Featuring The Liberators of Willow Run by Marianne K. Martin
Praise for Marianne K. Martin
“Deeply engrossing and quite beautiful, Martin’s talent for creating human characters that would walk off the page into real life will leave her audience craving more.”—Foreword Reviews
“Marianne K. Martin is a wonderful storyteller and a graceful writer with a light, witty touch with language and a sensitivity to the emotions of people in love. There is a tenderness and brightness to her characterizations that make the personalities quite beguiling.”—Ann Bannon
“Marianne Martin is a skilled writer who develops her characters and pulls the best from them.”—Mega Scene Book Reviews
The Liberators of Willow Run by Marianne K. Martin
1943.America is the Arsenal of Democracy.
Ships. Tanks. Airplanes. Munitions. With nine million men away fighting in Europe and the south Pacific, it’s up to America’s women to produce the tools of war—and victory rests on the wings of America’s Liberator, the B-24 bomber.

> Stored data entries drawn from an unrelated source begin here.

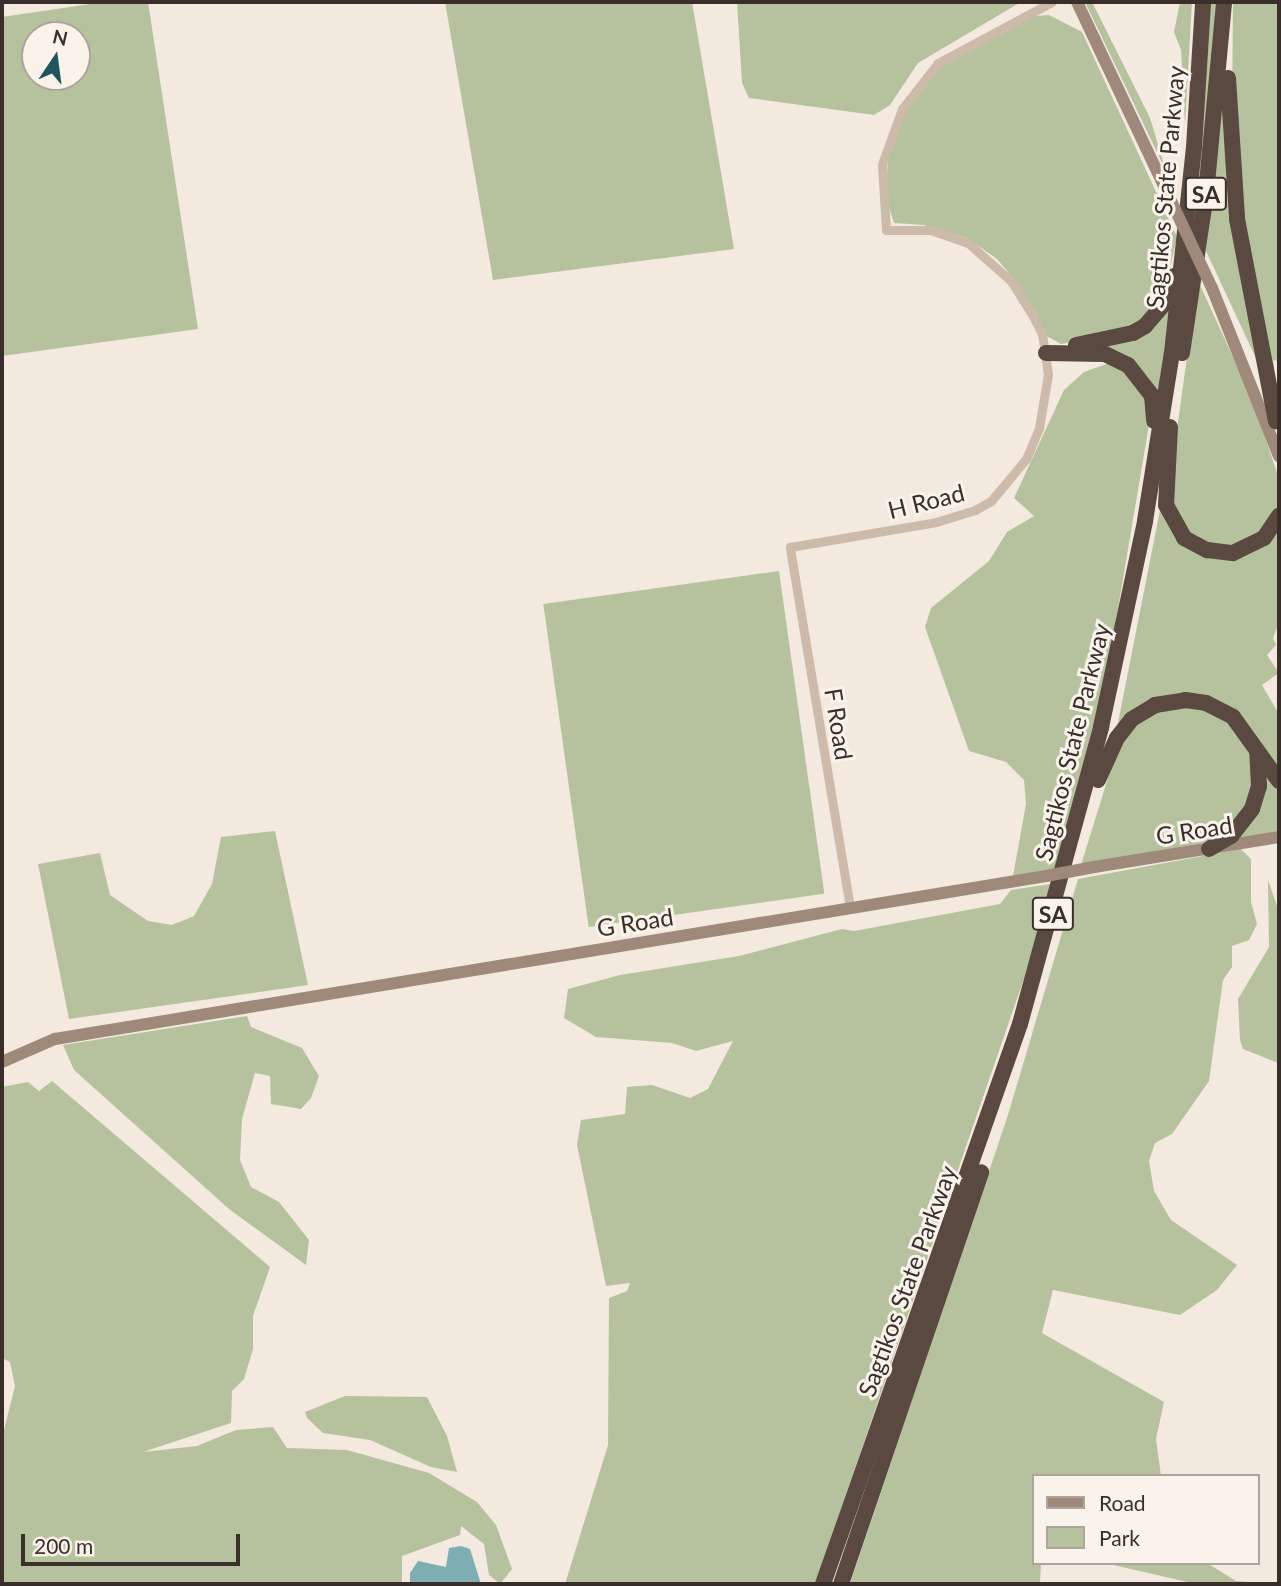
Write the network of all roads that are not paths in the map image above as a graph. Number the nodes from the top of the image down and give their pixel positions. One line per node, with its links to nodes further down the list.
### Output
1 (1052, 2): 7 (street)
2 (1077, 2): 6 (street, bridge)
3 (1203, 2): 5 (highway, Sagtikos State Parkway / SA)
4 (1226, 2): 8 (highway); 9 (highway, Sagtikos State Parkway / SA)
5 (1187, 219): 7 (highway); 12 (highway, Sagtikos State Parkway / SA)
6 (1212, 288): 8 (street); 10 (street)
7 (1046, 353): 12 (highway); 13 (street, H Road)
8 (1277, 426)
9 (1170, 427): 11 (highway); 15 (highway, Sagtikos State Parkway / SA)
10 (1279, 456)
11 (1279, 516)
12 (1145, 521): 21 (highway, Sagtikos State Parkway / SA)
13 (790, 547): 19 (street, F Road)
14 (1256, 747): 15 (highway); 16 (highway); 18 (highway)
15 (1098, 780): 22 (highway, Sagtikos State Parkway / SA)
16 (1279, 781)
17 (1279, 837): 18 (street, G Road)
18 (1209, 849): 19 (street, G Road, bridge)
19 (850, 907): 20 (street, G Road)
20 (2, 1062)
21 (823, 1584)
22 (841, 1584)

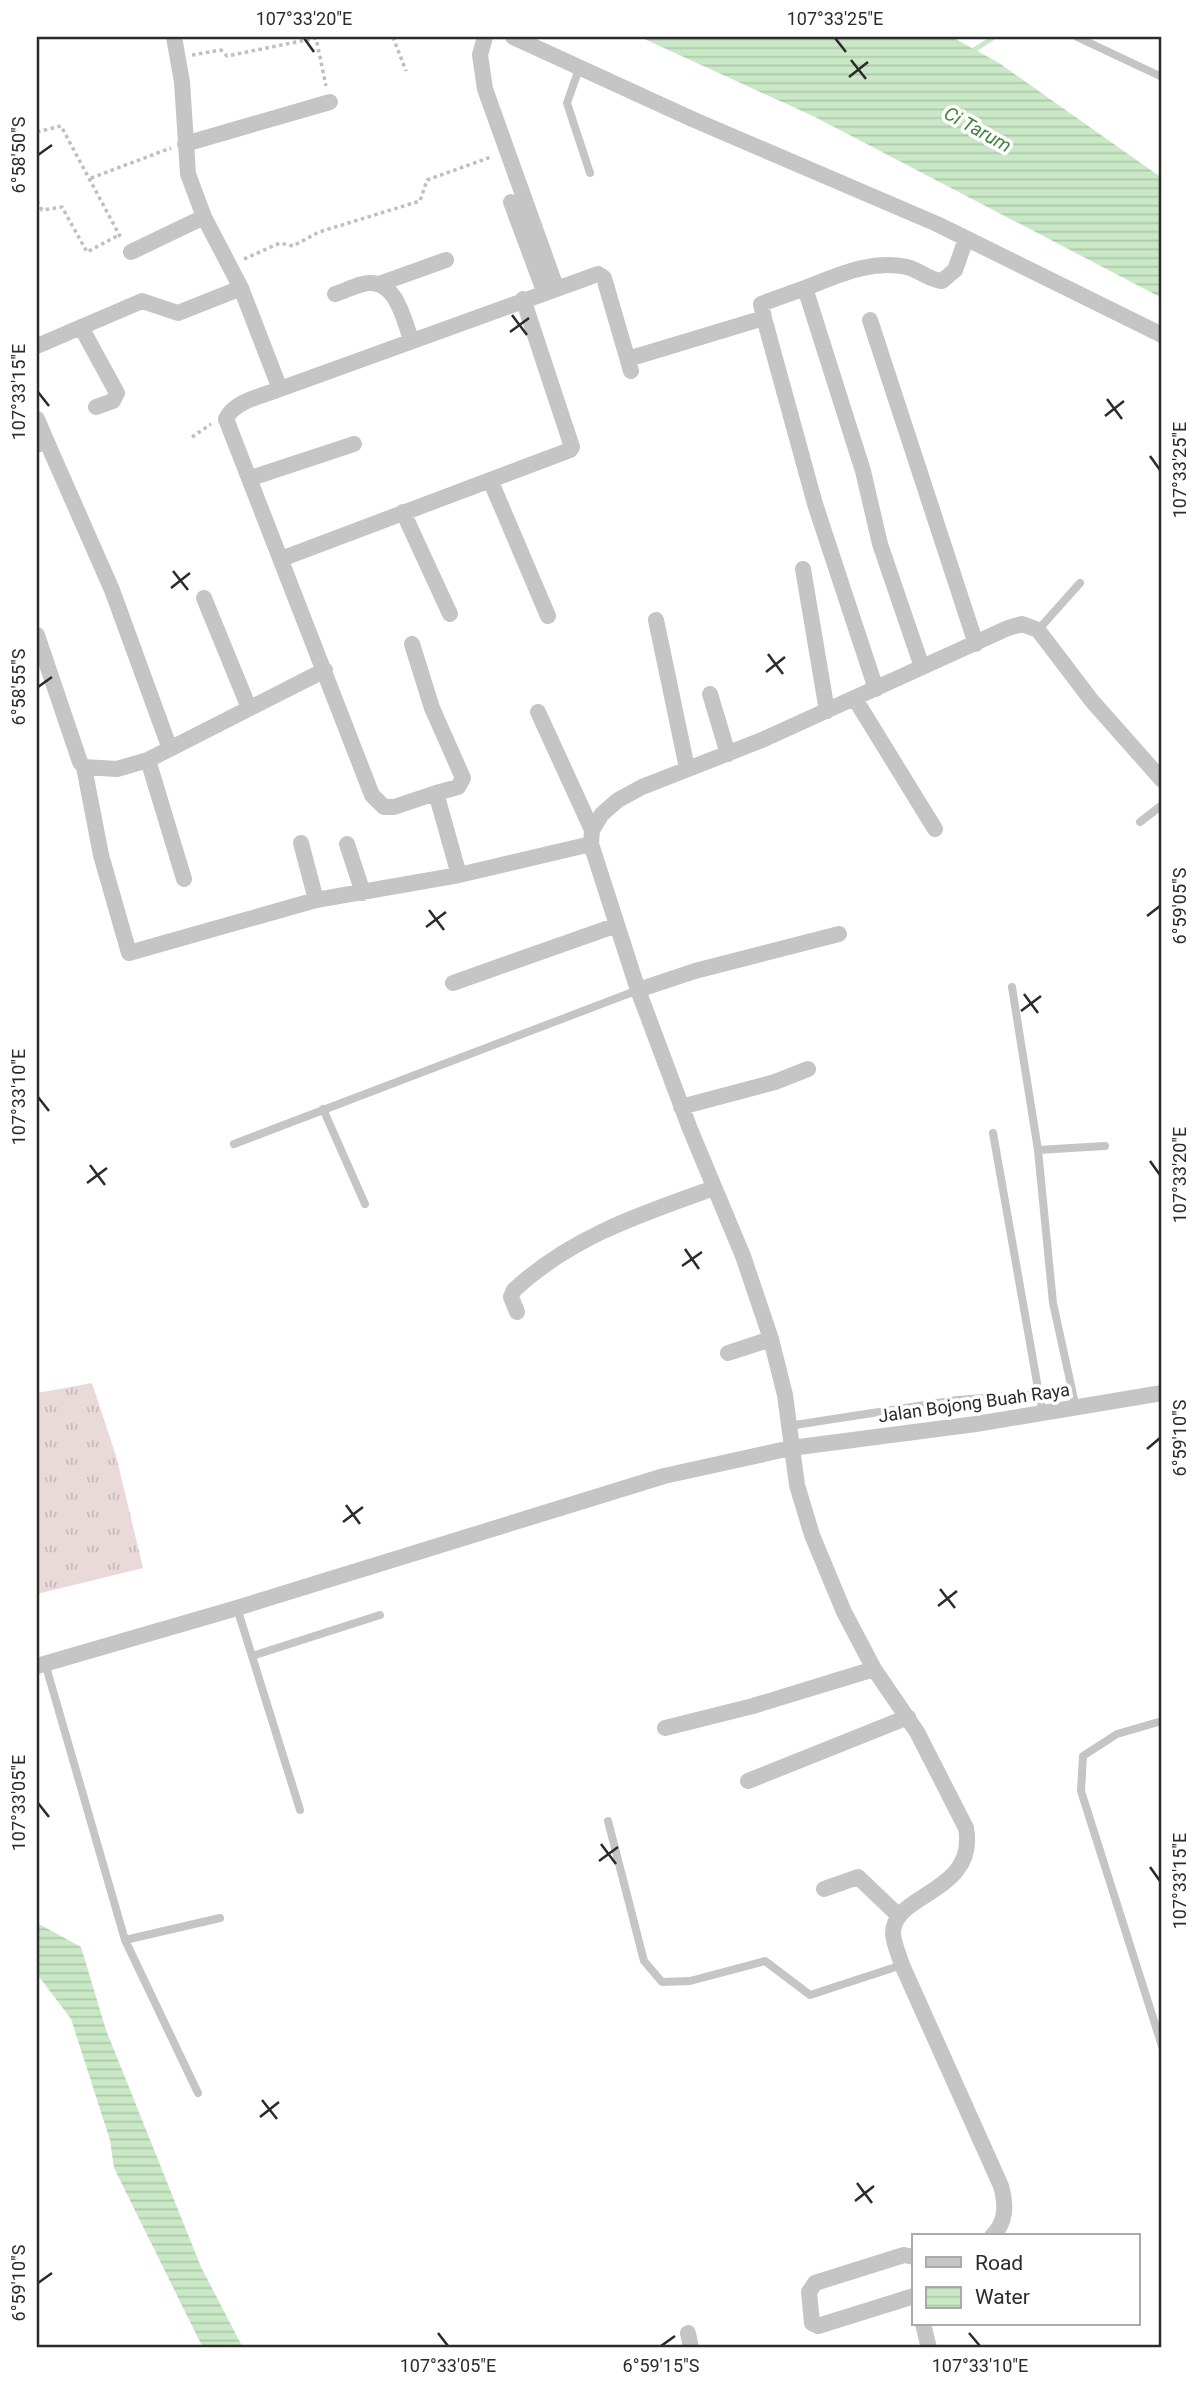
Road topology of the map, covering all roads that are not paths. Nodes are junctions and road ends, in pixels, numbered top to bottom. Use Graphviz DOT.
graph roads {
  1 [pos="174,37"];
  2 [pos="485,37"];
  3 [pos="513,37"];
  4 [pos="1077,37"];
  5 [pos="580,66"];
  6 [pos="1162,77"];
  7 [pos="330,103"];
  8 [pos="185,144"];
  9 [pos="590,173"];
  10 [pos="511,202"];
  11 [pos="204,217"];
  12 [pos="966,239"];
  13 [pos="131,252"];
  14 [pos="446,260"];
  15 [pos="379,284"];
  16 [pos="241,288"];
  17 [pos="805,288"];
  18 [pos="550,289"];
  19 [pos="335,294"];
  20 [pos="523,299"];
  21 [pos="764,318"];
  22 [pos="870,320"];
  23 [pos="81,327"];
  24 [pos="1162,335"];
  25 [pos="411,339"];
  26 [pos="37,345"];
  27 [pos="280,389"];
  28 [pos="96,407"];
  29 [pos="37,419"];
  30 [pos="41,443"];
  31 [pos="354,444"];
  32 [pos="251,478"];
  33 [pos="491,482"];
  34 [pos="402,512"];
  35 [pos="282,559"];
  36 [pos="803,569"];
  37 [pos="1080,583"];
  38 [pos="204,598"];
  39 [pos="450,614"];
  40 [pos="548,616"];
  41 [pos="656,620"];
  42 [pos="1038,629"];
  43 [pos="37,635"];
  44 [pos="412,644"];
  45 [pos="976,644"];
  46 [pos="922,667"];
  47 [pos="325,670"];
  48 [pos="876,688"];
  49 [pos="710,694"];
  50 [pos="855,699"];
  51 [pos="249,708"];
  52 [pos="827,711"];
  53 [pos="538,712"];
  54 [pos="170,749"];
  55 [pos="728,754"];
  56 [pos="148,760"];
  57 [pos="84,767"];
  58 [pos="687,768"];
  59 [pos="1162,780"];
  60 [pos="436,793"];
  61 [pos="1162,805"];
  62 [pos="1140,822"];
  63 [pos="935,829"];
  64 [pos="592,837"];
  65 [pos="301,843"];
  66 [pos="347,844"];
  67 [pos="459,874"];
  68 [pos="184,879"];
  69 [pos="363,894"];
  70 [pos="316,900"];
  71 [pos="617,925"];
  72 [pos="839,934"];
  73 [pos="453,983"];
  74 [pos="1012,988"];
  75 [pos="638,990"];
  76 [pos="808,1069"];
  77 [pos="681,1107"];
  78 [pos="323,1109"];
  79 [pos="993,1133"];
  80 [pos="234,1144"];
  81 [pos="1105,1146"];
  82 [pos="1038,1150"];
  83 [pos="713,1188"];
  84 [pos="365,1204"];
  85 [pos="517,1312"];
  86 [pos="771,1339"];
  87 [pos="728,1353"];
  88 [pos="1162,1393"];
  89 [pos="1039,1394"];
  90 [pos="1076,1408"];
  91 [pos="1043,1413"];
  92 [pos="788,1426"];
  93 [pos="791,1448"];
  94 [pos="237,1608"];
  95 [pos="380,1615"];
  96 [pos="252,1656"];
  97 [pos="41,1665"];
  98 [pos="874,1669"];
  99 [pos="908,1717"];
  100 [pos="1162,1721"];
  101 [pos="665,1728"];
  102 [pos="748,1781"];
  103 [pos="300,1810"];
  104 [pos="608,1821"];
  105 [pos="824,1889"];
  106 [pos="900,1916"];
  107 [pos="220,1917"];
  108 [pos="125,1940"];
  109 [pos="902,1965"];
  110 [pos="1162,2046"];
  111 [pos="198,2093"];
  112 [pos="993,2234"];
  113 [pos="912,2256"];
  114 [pos="912,2296"];
  115 [pos="924,2326"];
  116 [pos="929,2348"];
  1 -- 8 [label="street"];
  2 -- 18 [label="street"];
  3 -- 5 [label="street"];
  4 -- 6 [label="lane"];
  5 -- 9 [label="lane"];
  5 -- 12 [label="street"];
  7 -- 8 [label="street"];
  8 -- 11 [label="street"];
  10 -- 18 [label="street"];
  11 -- 13 [label="street"];
  11 -- 16 [label="street"];
  12 -- 17 [label="street"];
  12 -- 24 [label="street"];
  14 -- 15 [label="street"];
  15 -- 19 [label="street"];
  15 -- 25 [label="street"];
  16 -- 23 [label="street"];
  16 -- 27 [label="street"];
  17 -- 21 [label="street"];
  17 -- 46 [label="street"];
  18 -- 20 [label="street"];
  18 -- 21 [label="street"];
  20 -- 25 [label="street"];
  20 -- 33 [label="street"];
  21 -- 48 [label="street"];
  22 -- 45 [label="street"];
  23 -- 26 [label="street"];
  23 -- 28 [label="street"];
  25 -- 27 [label="street"];
  27 -- 32 [label="street"];
  29 -- 30 [label="street"];
  30 -- 54 [label="street"];
  31 -- 32 [label="street"];
  32 -- 35 [label="street"];
  33 -- 34 [label="street"];
  33 -- 40 [label="street"];
  34 -- 35 [label="street"];
  34 -- 39 [label="street"];
  35 -- 47 [label="street"];
  36 -- 52 [label="street"];
  37 -- 42 [label="lane"];
  38 -- 51 [label="street"];
  41 -- 58 [label="street"];
  42 -- 45 [label="street"];
  42 -- 59 [label="street"];
  43 -- 57 [label="street"];
  44 -- 60 [label="street"];
  45 -- 46 [label="street"];
  46 -- 48 [label="street"];
  47 -- 51 [label="street"];
  47 -- 60 [label="street"];
  48 -- 50 [label="street"];
  49 -- 55 [label="street"];
  50 -- 52 [label="street"];
  50 -- 63 [label="street"];
  51 -- 54 [label="street"];
  52 -- 55 [label="street"];
  53 -- 64 [label="street"];
  54 -- 56 [label="street"];
  55 -- 58 [label="street"];
  56 -- 57 [label="street"];
  56 -- 68 [label="street"];
  57 -- 70 [label="street"];
  58 -- 64 [label="street"];
  60 -- 67 [label="street"];
  61 -- 62 [label="lane"];
  64 -- 67 [label="street"];
  64 -- 71 [label="street"];
  65 -- 70 [label="street"];
  66 -- 69 [label="street"];
  67 -- 69 [label="street"];
  69 -- 70 [label="street"];
  71 -- 73 [label="street"];
  71 -- 75 [label="street"];
  72 -- 75 [label="street"];
  74 -- 82 [label="lane"];
  75 -- 77 [label="street"];
  75 -- 78 [label="lane"];
  76 -- 77 [label="street"];
  77 -- 83 [label="street"];
  78 -- 80 [label="lane"];
  78 -- 84 [label="lane"];
  79 -- 89 [label="lane"];
  81 -- 82 [label="lane"];
  82 -- 90 [label="lane"];
  83 -- 85 [label="street"];
  83 -- 86 [label="street"];
  86 -- 87 [label="street"];
  86 -- 92 [label="street"];
  88 -- 90 [label="street, Jalan Bojong Buah Raya"];
  89 -- 91 [label="lane"];
  89 -- 92 [label="lane"];
  90 -- 91 [label="street, Jalan Bojong Buah Raya"];
  91 -- 93 [label="street, Jalan Bojong Buah Raya"];
  92 -- 93 [label="street"];
  93 -- 94 [label="street, Jalan Bojong Buah Raya"];
  93 -- 98 [label="street"];
  94 -- 96 [label="lane"];
  94 -- 97 [label="street, Jalan Bojong Buah Raya"];
  95 -- 96 [label="lane"];
  96 -- 103 [label="lane"];
  97 -- 108 [label="lane"];
  98 -- 99 [label="street"];
  98 -- 101 [label="street"];
  99 -- 102 [label="street"];
  99 -- 106 [label="street"];
  100 -- 110 [label="lane"];
  104 -- 109 [label="lane"];
  105 -- 106 [label="street"];
  106 -- 109 [label="street"];
  107 -- 108 [label="lane"];
  108 -- 111 [label="lane"];
  109 -- 112 [label="street"];
  113 -- 114 [label="street"];
  115 -- 116 [label="street"];
}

Audrey throws herself into the war effort. Hard work and long hours are just what she needs to keep the past at bay. Nona joins Audrey’s crew at the Willow Run Bomber Plant outside Detroit. She’s left her home in Kentucky to do her bit, and buys all the war bonds she can afford—she has a plan for her life. Ruth seizes the opportunity to create a new life for herself—a life her mother would not recognize.
Set against the backdrop of a rapidly changing world, these women capture the spirit of the times through their determination, ingenuity, and enduring courage.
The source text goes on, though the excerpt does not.